Reviews provided by Syndetics
Library Journal Review
This authoritative addition to Oxford's "History of the United States" series is a product of synthesis and astute analysis. Intellectual and cultural historian Howe (Making the American Self: Jonathan Edwards to Abraham Lincoln) touches upon the rapidly expanding nation's economy, foreign relations, and social structures, taking into account race, gender, and ethnicity, and bringing special insights to his discussion of religious revivals and the evolution of moral consciousness, reform movements, and political institutions. The evocative title, which was the first message carried by Morse's telegraph, refers to the changes wrought by religious sensibilities as well as those wrought by technological breakthroughs. Howe boldly emphasizes the "communications revolution" rather than the "market revolution" of the early 19th century, asserting that the latter largely happened among 18th-century commercial farmers. On the other hand, he does not emphasize a "Jacksonian America." Andrew Jackson, he asserts, was not as uniformly democratic or influential as his supporters maintain. A worthy addition to public and academic institutions; beginning scholars will appreciate the maps and the extensive bibliographic essay, fleshed out by the journal citations in the footnotes. Highly recommended.-Frederick J. Augustyn Jr., Library of Congress (c) Copyright 2010. Library Journals LLC, a wholly owned subsidiary of Media Source, Inc. No redistribution permitted.

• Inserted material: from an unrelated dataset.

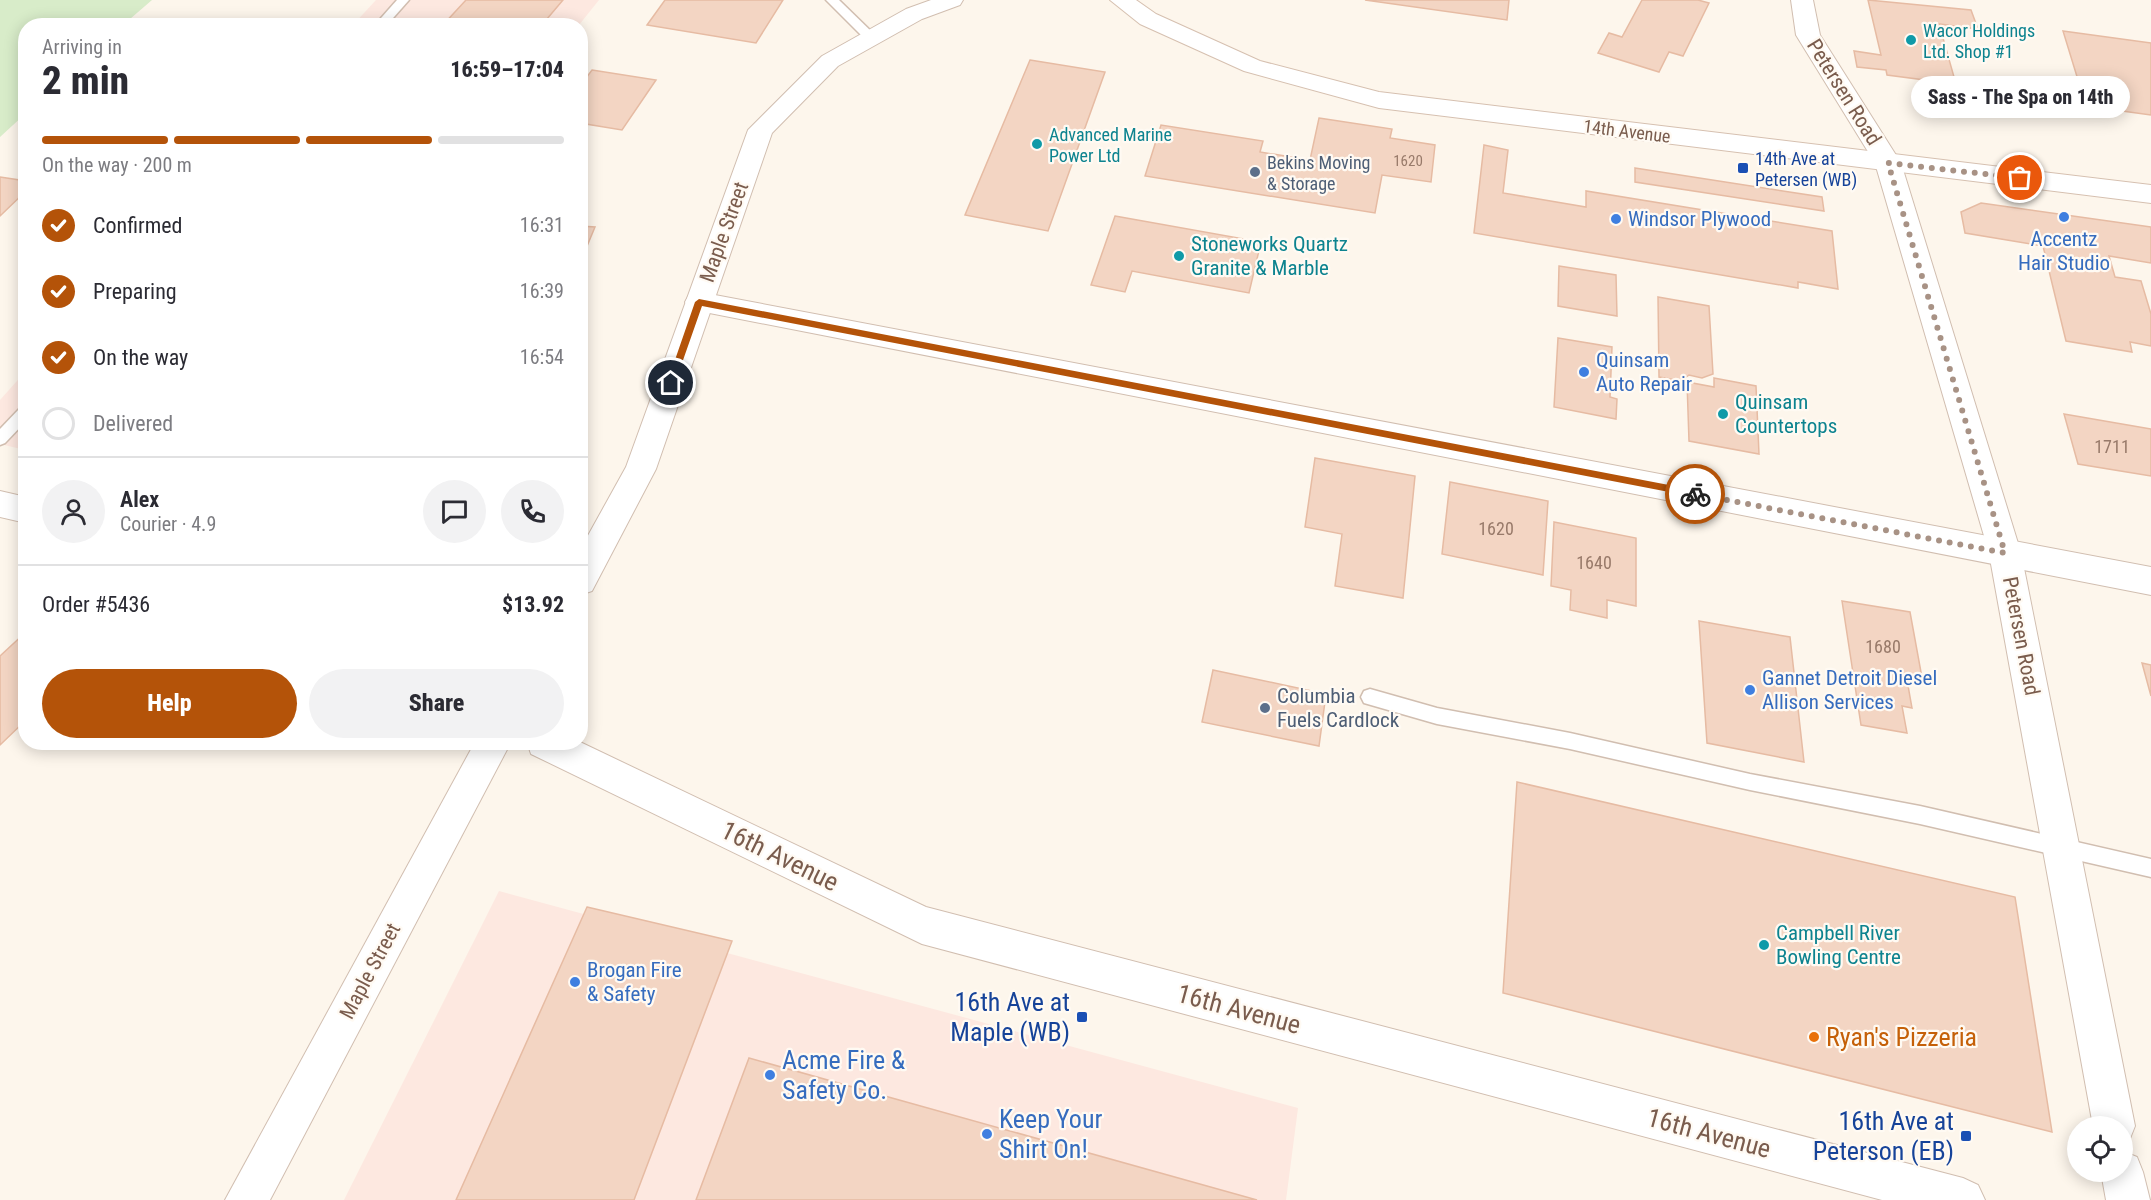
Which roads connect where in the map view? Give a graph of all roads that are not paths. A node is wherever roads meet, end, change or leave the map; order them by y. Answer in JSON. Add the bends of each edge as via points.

This masterful and sweeping synthesis of the early republic sets the standard for treatments of this period. Howe (emer., UCLA) argues that the twin revolutions of technology and communication were the fundamental elements shaping historical developments in this era, but he pays careful attention to the many facets of the period's history, including politics, economics, and the socio-cultural changes that so profoundly altered US society. The book's strengths are numerous, but Howe's signal contribution is to call into serious question the common characterization of Jacksonian democracy as a genuinely egalitarian impulse that greatly extended the scope of individual liberty during these years. Howe argues that this movement possessed a strong racial characteristic that wrote many groups out of the US polity as it expanded opportunities for white males. "The consequences of white male democracy, rather than its achievement, shaped the political life of this period." This much-needed corrective to the excessive lionization of the era's purported democratic character is vast in scope, yet eminently readable. Howe makes an admirable contribution to the historiography of the early republic even as he synthesizes much of that literature. Scholars, students, and general audiences with an interest in this crucial period will find this book a rewarding read. Summing Up: Essential. All collections. K. M. Gannon Grand View College
Author notes provided by Syndetics
Daniel Walker Howe is Rhodes Professor of American History Emeritus, Oxford University and Professor of History Emeritus, University of California, Los Angeles. He is the author of The Political Culture of the American Whigs and Making the American Self: Jonathan Edwards to Abraham Lincoln. He lives in Los Angeles.